In the midst of this rising mass struggle four former leaders of the Spanish Communist Party, Trilla, Adame, Vega, and Bullejos, having shown with contempt their lack of faith in the militancy of the workers and peasants, broke with the
Communist International. For many months these people fought stubbornly to prevent the creation of a real mass party in Spain, to prevent the organization of joint struggle with the honest, revolutionary anarchist and socialist workers, the
joint struggle of the workers in the different trade unions against the bourgeois agrarian counter-revolution.

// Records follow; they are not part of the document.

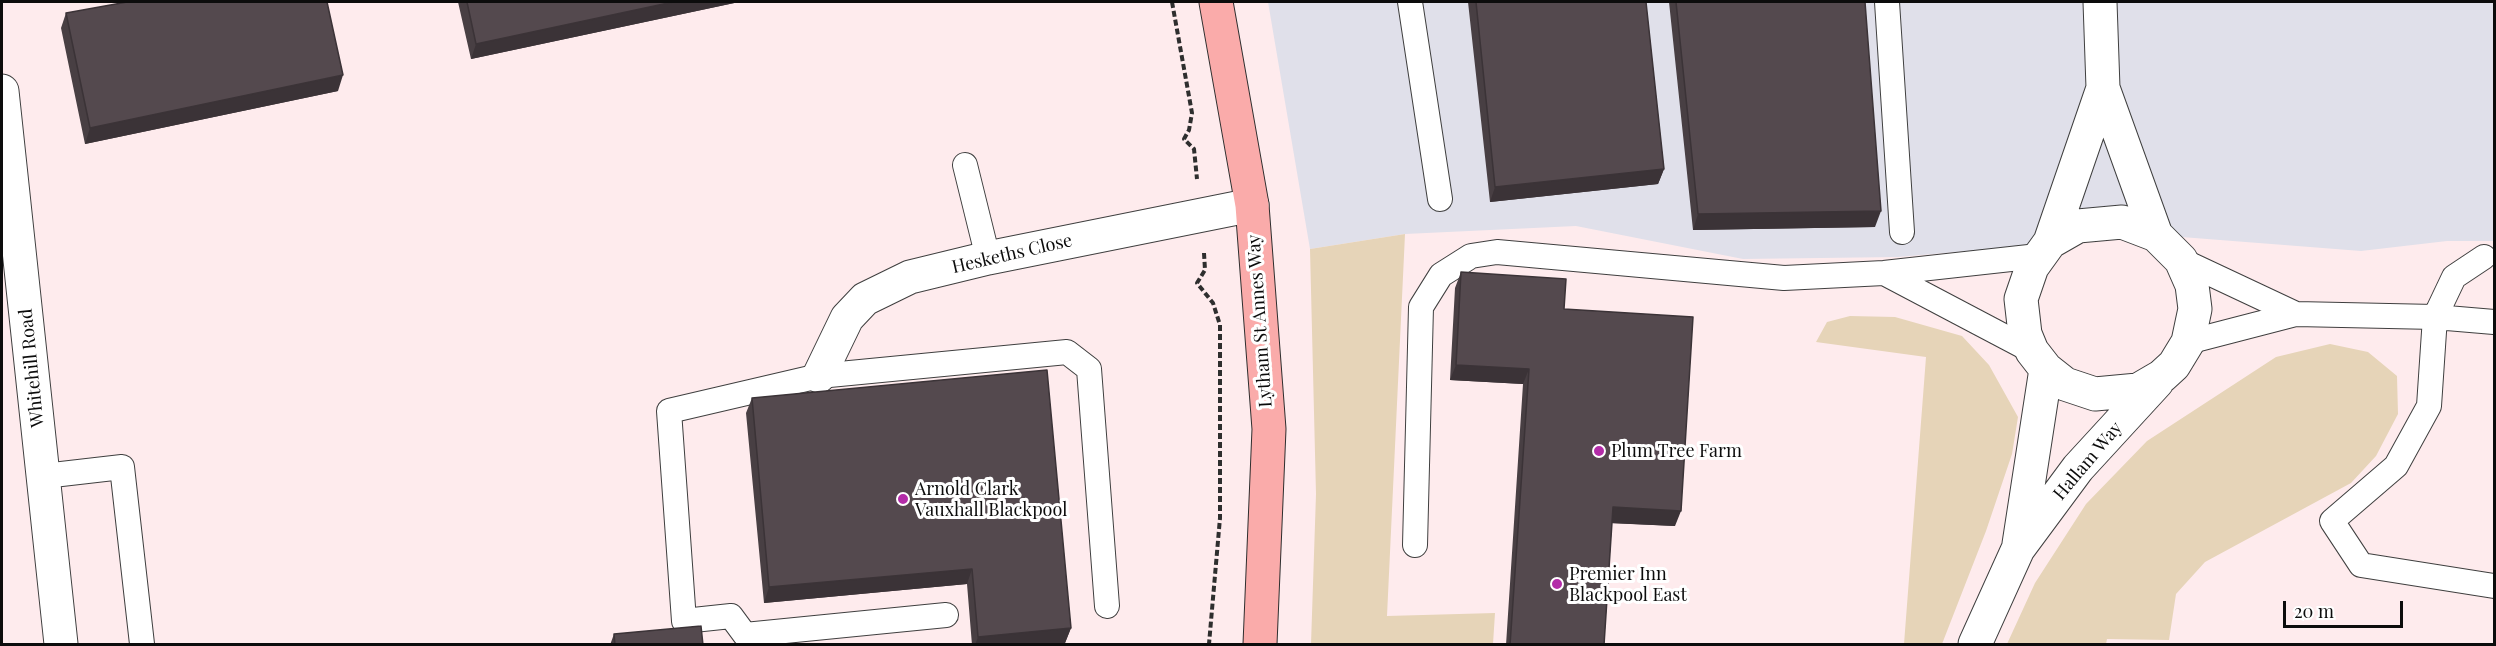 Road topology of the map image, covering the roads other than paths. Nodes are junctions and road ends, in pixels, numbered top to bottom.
1 (1216, 2) edge
2 (1410, 2) edge
3 (1887, 2) edge
4 (2100, 2) edge
5 (2103, 88) junction
6 (2, 92) edge
7 (965, 165) dead end
8 (1440, 199) dead end
9 (1252, 205) junction
10 (1902, 232) dead end
11 (2156, 235) junction
12 (2044, 249) junction
13 (2484, 257) dead end
14 (988, 258) junction
15 (2181, 260) junction
16 (1884, 273) junction
17 (2296, 314) junction
18 (2435, 317) junction
19 (2494, 322) edge
20 (2188, 342) junction
21 (2039, 360) junction
22 (819, 376) junction
23 (2162, 376) junction
24 (44, 476) junction
25 (1415, 545) dead end
26 (2018, 549) junction
27 (2494, 586) edge
28 (1107, 606) dead end
29 (946, 615) dead end
30 (1260, 644) edge
31 (61, 645) edge
32 (142, 645) edge
33 (1975, 645) edge

1 - 9 main road, Lytham St Annes Way
2 - 8 lane
3 - 10 lane
4 - 5 street
5 - 11 street
5 - 12 street
6 - 24 street, Whitehill Road
7 - 14 lane
9 - 14 street, Heskeths Close
9 - 30 main road, Lytham St Annes Way
11 - 12 street
11 - 15 street
12 - 16 lane
12 - 21 street
13 - 18 lane
14 - 22 street, Heskeths Close
15 - 17 lane
15 - 20 street
16 - 21 lane
16 - 25 lane
17 - 18 lane
17 - 20 lane
18 - 19 lane
18 - 27 lane
20 - 23 street
21 - 23 street
21 - 26 street, Hallam Way
22 - 28 lane
22 - 29 lane
23 - 26 street, Hallam Way
24 - 31 street, Whitehill Road
24 - 32 lane
26 - 33 street, Hallam Way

While in effect thus supporting the policy of the Spanish counter-revolution, these four sabotaged the political line of the CI, which is dominated by the purpose of uniting the masses for struggle and in struggle. The policy of splitting the masses
is the policy of the counter-revolution, which does all in its power to split the forces by which it will be defeated. For this criminal purpose it uses its social-democratic agents (Caballero and others), gives support to the 'anarchist' leaders who revile
communism, and try to divert the workers from the fight for the proletarian dictatorship, thereby strengthening the dictatorship of capital.

. . .
There is no doubt that in the last two years the Spanish Communist Party has grown, has led the struggles of the workers and peasants, has risen against the counter-revolutionaries; if it has done so, then no thanks to Adame, Trilla, Vega, and Bullejos, but in spite of them and against them. If the Spanish Communist Party does not occupy a more important place in the revolutionary movement of the Spanish masses, the responsibility lies on this group, which wished to isolate the party from this movement, in defiance of advice and decisions.

. . .
Tomorrow these four will resort to the most contemptible bourgeois calumnies, in an attempt to demoralize the young communist party which has chased them out.

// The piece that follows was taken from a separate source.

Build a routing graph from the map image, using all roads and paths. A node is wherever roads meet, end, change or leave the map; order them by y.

They will try to sow confusion among the Spanish masses by pointing out that they served prison sentences under the monarchy. But Zamora and other murderers of the exploited were also in prison, and where are they now? What are they doing?
Adame, Vega, Trilla, and Bullejos are following the road of the Spanish counterrevolution.
Whether they join the Trotskyist camp of splitters, or go directly over to the camp of Spanish fascism is a secondary matter. What is certain is that the Spanish counter-revolution has gained four new recruits.